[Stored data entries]
* * *
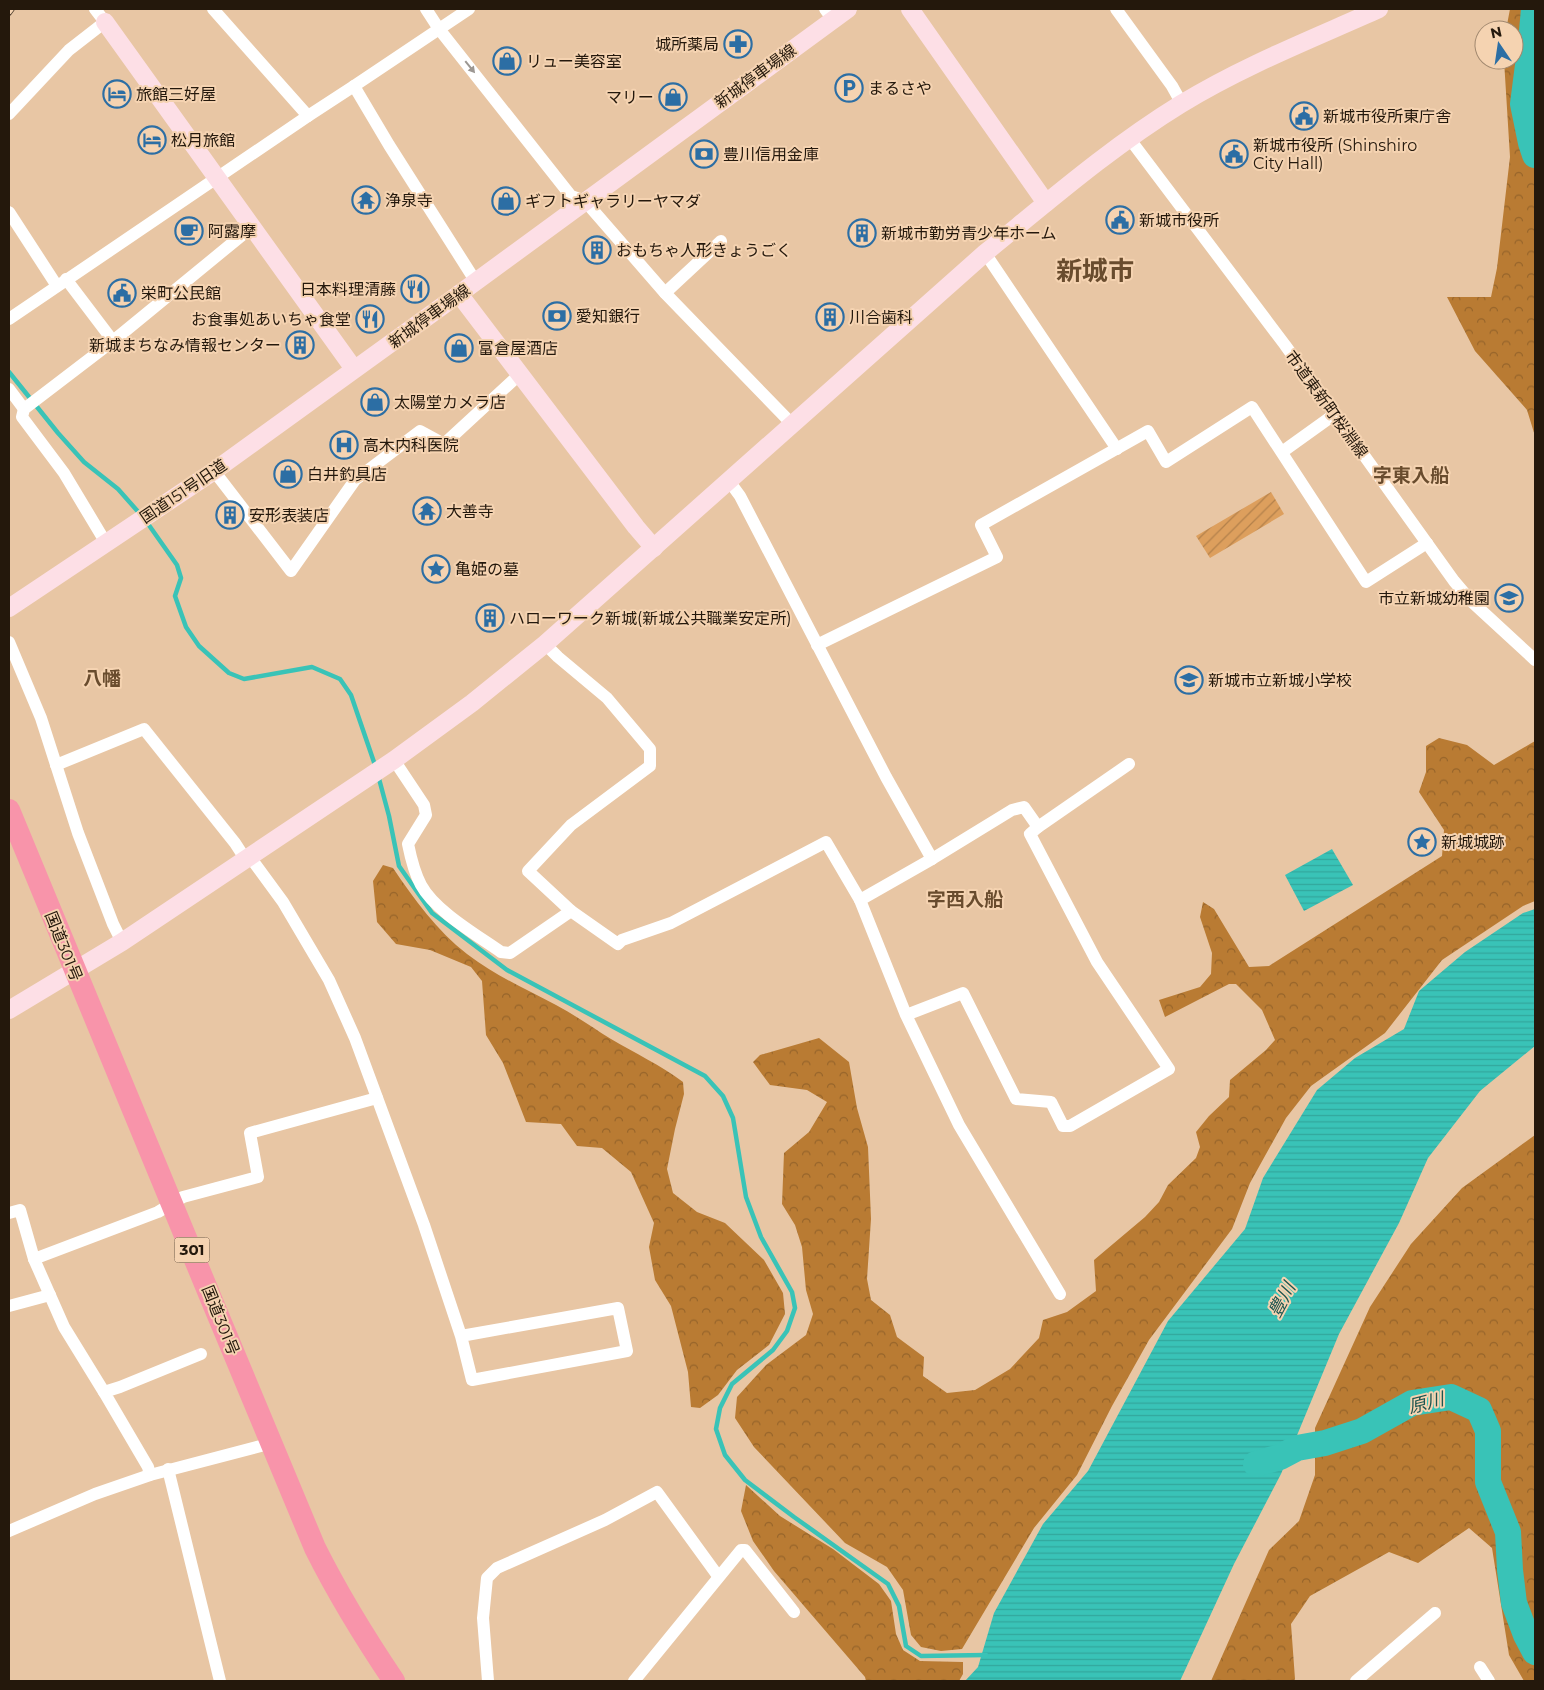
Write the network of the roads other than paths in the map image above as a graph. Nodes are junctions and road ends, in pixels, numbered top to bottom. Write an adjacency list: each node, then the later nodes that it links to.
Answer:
1 (213, 9): 14 (street)
2 (426, 9): 10 (street)
3 (470, 9): 10 (street)
4 (848, 9): 8 (street, 新城停車場線)
5 (910, 9): 18 (street)
6 (1116, 9): 12 (street)
7 (1379, 9): 12 (street)
8 (829, 14): 17 (street, 新城停車場線)
9 (100, 16): 13 (street); 16 (street)
10 (439, 29): 11 (street); 17 (street, one-way to 17)
11 (354, 86): 14 (street); 24 (street)
12 (1182, 104): 15 (street)
13 (9, 114)
14 (308, 116): 16 (street)
15 (1129, 138): 18 (street); 33 (street, 市道東新町桜淵線)
16 (217, 178): 20 (street); 23 (street)
17 (585, 201): 24 (street, 新城停車場線); 25 (street)
18 (1046, 203): 22 (street)
19 (9, 212): 23 (street)
20 (252, 227): 28 (street); 29 (street)
21 (721, 241): 25 (street)
22 (986, 254): 34 (street); 35 (street)
23 (62, 282): 27 (street); 28 (street)
24 (476, 282): 26 (street, 新城停車場線)
25 (665, 292): 34 (street)
26 (459, 294): 29 (street, 新城停車場線); 30 (street)
27 (9, 319)
28 (113, 340): 32 (street)
29 (354, 370): 37 (street, 国道151号旧道)
30 (520, 374): 37 (street); 41 (street)
31 (9, 389): 32 (street)
32 (30, 405): 39 (street)
33 (1335, 414): 36 (street); 40 (street, 市道東新町桜淵線)
34 (792, 424): 38 (street)
35 (1117, 449): 36 (street); 45 (street)
36 (1282, 452): 40 (street)
37 (214, 471): 39 (street, 国道151号旧道)
38 (729, 481): 41 (street); 45 (street)
39 (106, 543): 42 (street, 国道151号旧道)
40 (1428, 543): 46 (street, 市道東新町桜淵線)
41 (654, 548): 44 (street)
42 (9, 608)
43 (9, 642): 49 (street)
44 (545, 644): 47 (street); 55 (street)
45 (818, 645): 53 (street)
46 (1535, 660)
47 (389, 762): 52 (street); 55 (street)
48 (1129, 764): 51 (street)
49 (56, 765): 52 (street); 56 (street)
50 (9, 810): 57 (highway, 国道301号 / 301)
51 (1038, 827): 53 (street); 59 (street)
52 (248, 858): 56 (street); 60 (street)
53 (932, 859): 54 (street)
54 (860, 900): 55 (street); 59 (street)
55 (572, 911)
56 (122, 942): 57 (street)
57 (75, 972): 58 (street); 61 (highway, 国道301号 / 301)
58 (9, 1010)
59 (906, 1015): 64 (street)
60 (376, 1098): 61 (street); 67 (street)
61 (173, 1203): 63 (street); 70 (highway, 国道301号 / 301)
62 (9, 1213): 63 (street)
63 (34, 1259): 65 (street)
64 (1060, 1294)
65 (50, 1295): 66 (street); 69 (street)
66 (9, 1306)
67 (462, 1336): 67 (street)
68 (201, 1354): 69 (street)
69 (104, 1392): 72 (street)
70 (272, 1443): 71 (street); 79 (highway, 国道301号 / 301)
71 (168, 1469): 72 (street); 78 (street)
72 (150, 1475): 73 (street)
73 (9, 1531)
74 (718, 1576): 75 (street); 80 (street); 81 (street)
75 (794, 1612)
76 (1435, 1613): 82 (street)
77 (1480, 1667): 83 (street)
78 (220, 1681)
79 (394, 1681)
80 (488, 1681)
81 (634, 1681)
82 (1356, 1681)
83 (1489, 1681)

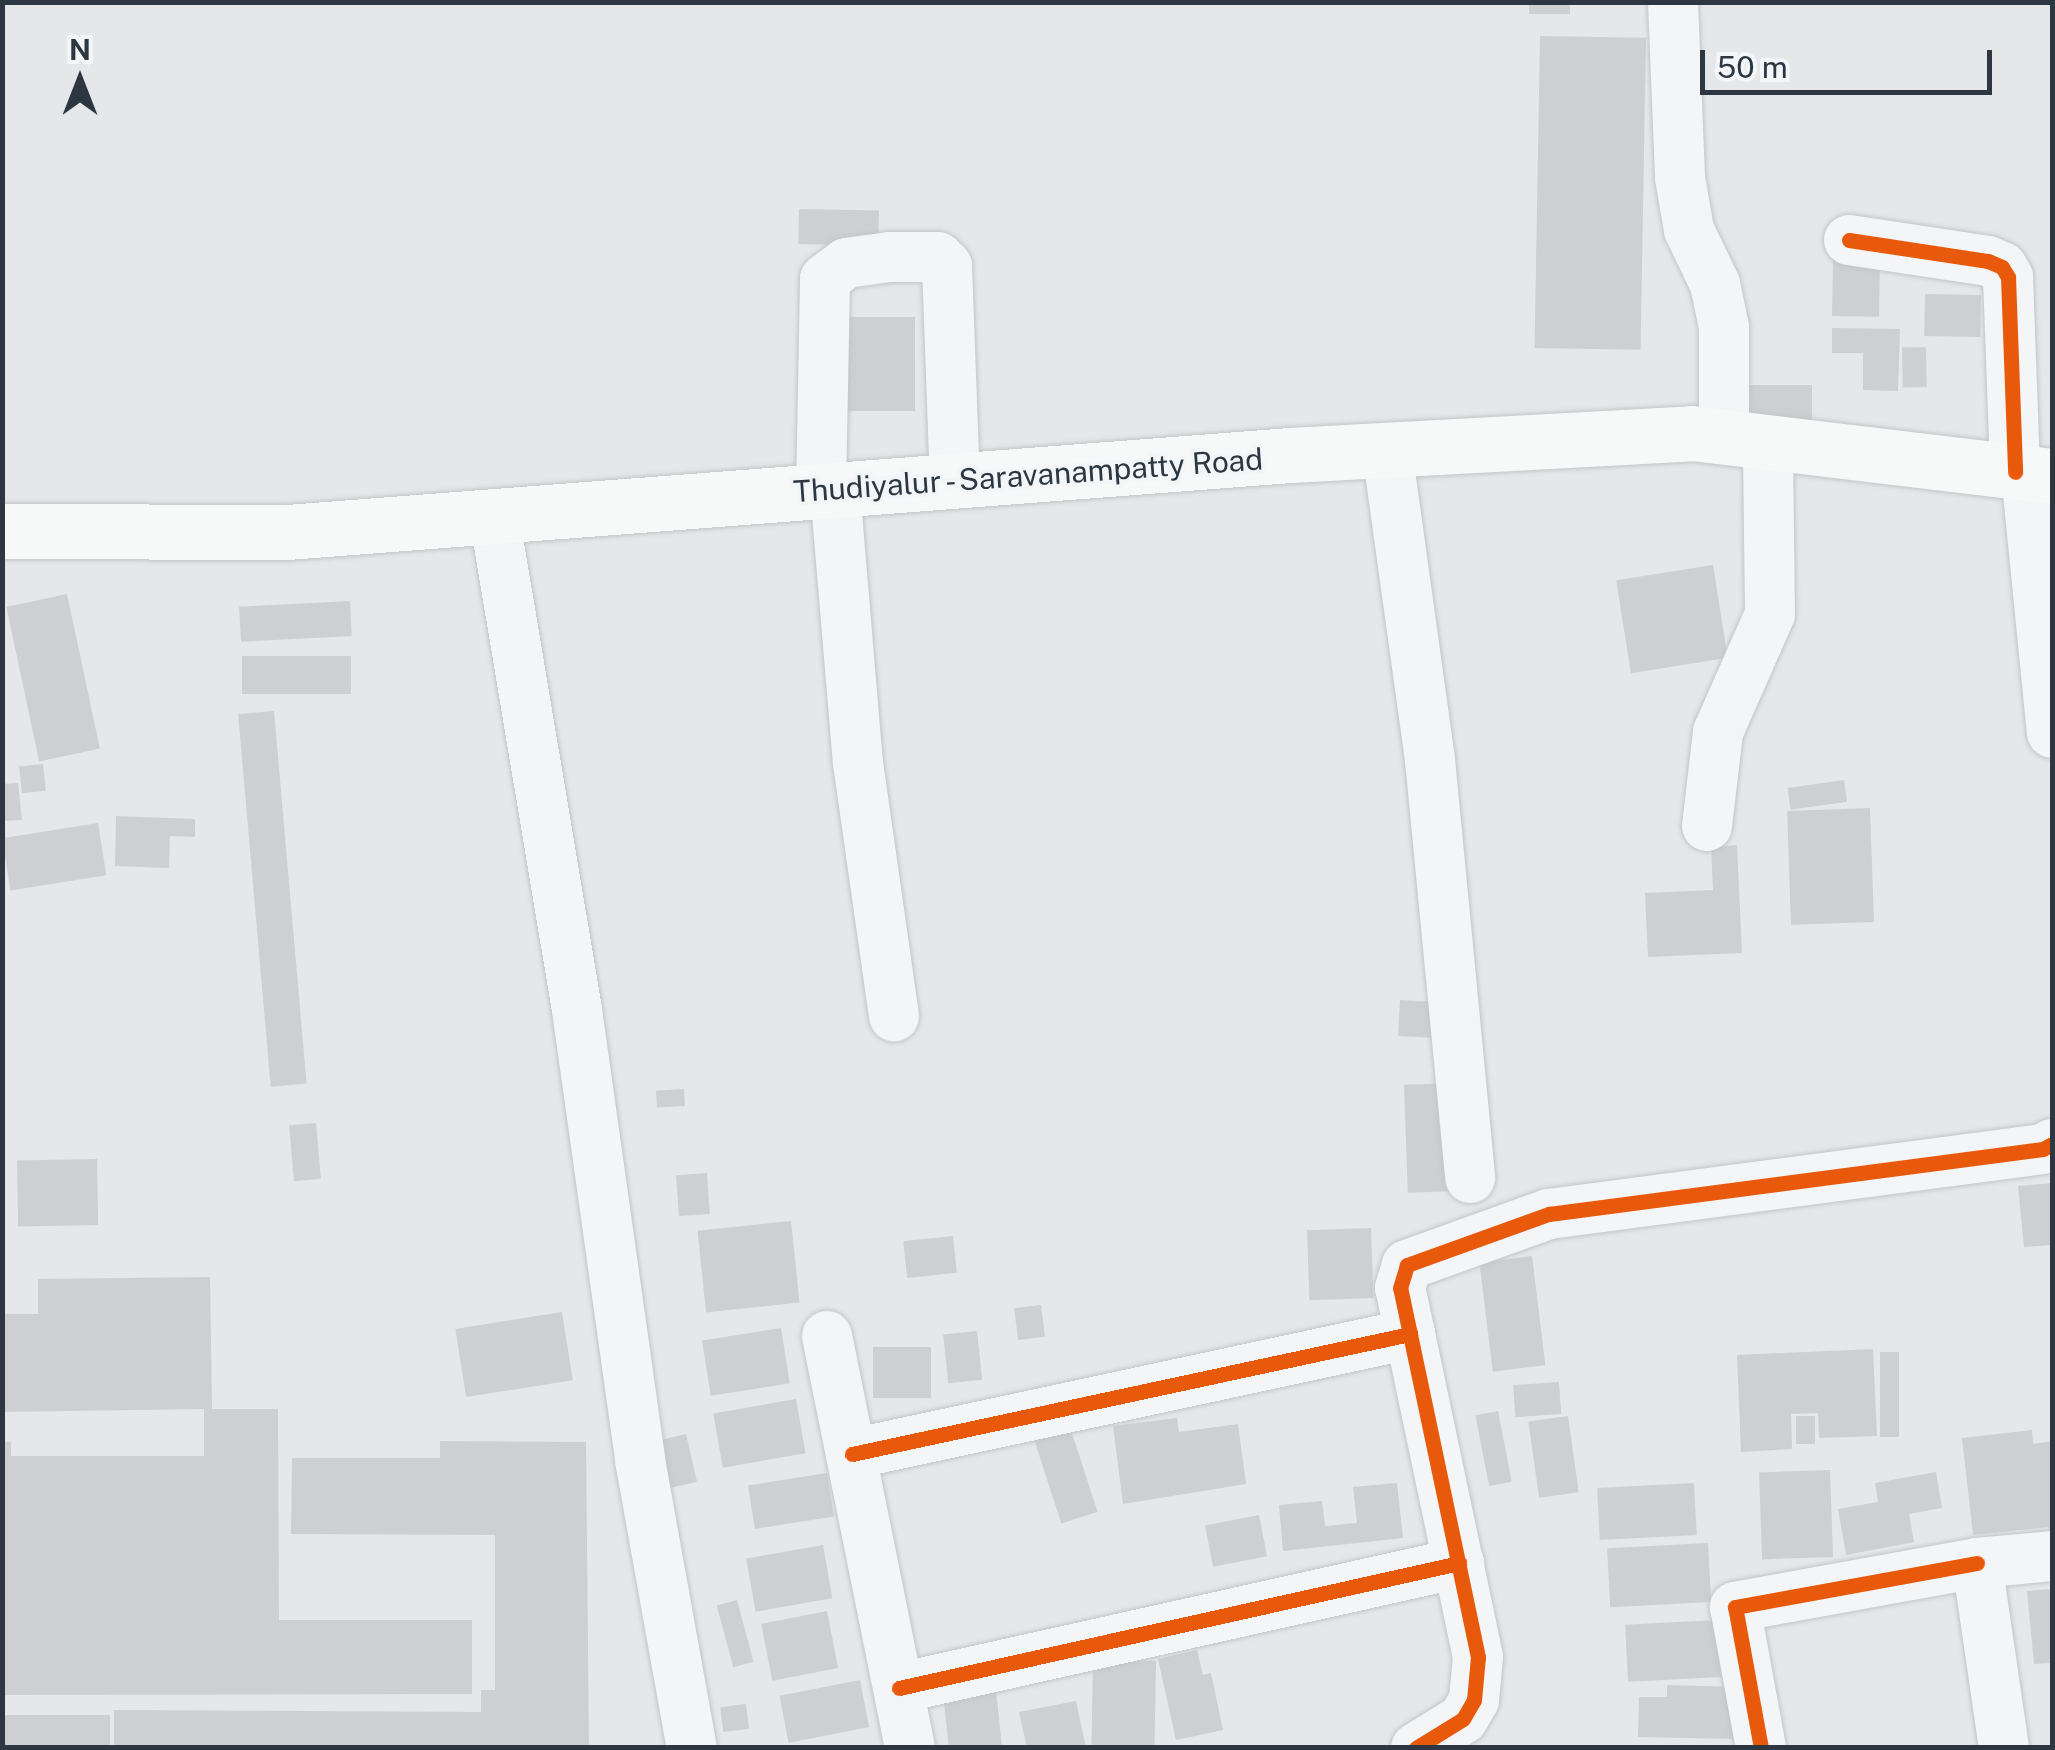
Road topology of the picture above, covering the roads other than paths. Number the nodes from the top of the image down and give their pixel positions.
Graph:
1 (1673, 2) edge
2 (1849, 240) dead end
3 (1746, 440) junction
4 (1387, 450) junction
5 (2031, 473) edge
6 (955, 480) junction
7 (828, 490) junction
8 (494, 516) junction
9 (2, 530) edge
10 (2052, 733) edge
11 (1707, 826) dead end
12 (894, 1016) dead end
13 (2052, 1144) edge
14 (1470, 1178) dead end
15 (1410, 1334) junction
16 (827, 1336) dead end
17 (852, 1454) junction
18 (2052, 1556) edge
19 (1459, 1563) junction
20 (1978, 1563) junction
21 (899, 1688) junction
22 (692, 1748) edge
23 (910, 1748) edge
24 (1416, 1748) edge
25 (1761, 1748) edge
26 (2004, 1748) edge

1 - 3 street
2 - 5 street
3 - 4 main road, Thudiyalur - Saravanampatty Road
3 - 5 main road, Thudiyalur - Saravanampatty Road
3 - 11 street
4 - 6 main road, Thudiyalur - Saravanampatty Road
4 - 14 street
5 - 10 street
6 - 7 main road, Thudiyalur - Saravanampatty Road
6 - 7 street
7 - 8 main road, Thudiyalur - Saravanampatty Road
7 - 12 street
8 - 9 main road, Thudiyalur - Saravanampatty Road
8 - 22 street
13 - 15 street
15 - 17 street
15 - 19 street
16 - 17 street
17 - 21 street
18 - 20 street
19 - 21 street
19 - 24 street
20 - 25 street
20 - 26 street
21 - 23 street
* * *
→ **THE PROBLEM**
Whenever a line of the entries contains the string "above", copy that line.

→ **RESPONSE AREA**
Write the network of the roads other than paths in the map image above as a graph. Nodes are junctions and road ends, in pixels, numbered top to bottom. Write an adjacency list: each node, then the later nodes that it links to.
Road topology of the picture above, covering the roads other than paths. Number the nodes from the top of the image down and give their pixel positions.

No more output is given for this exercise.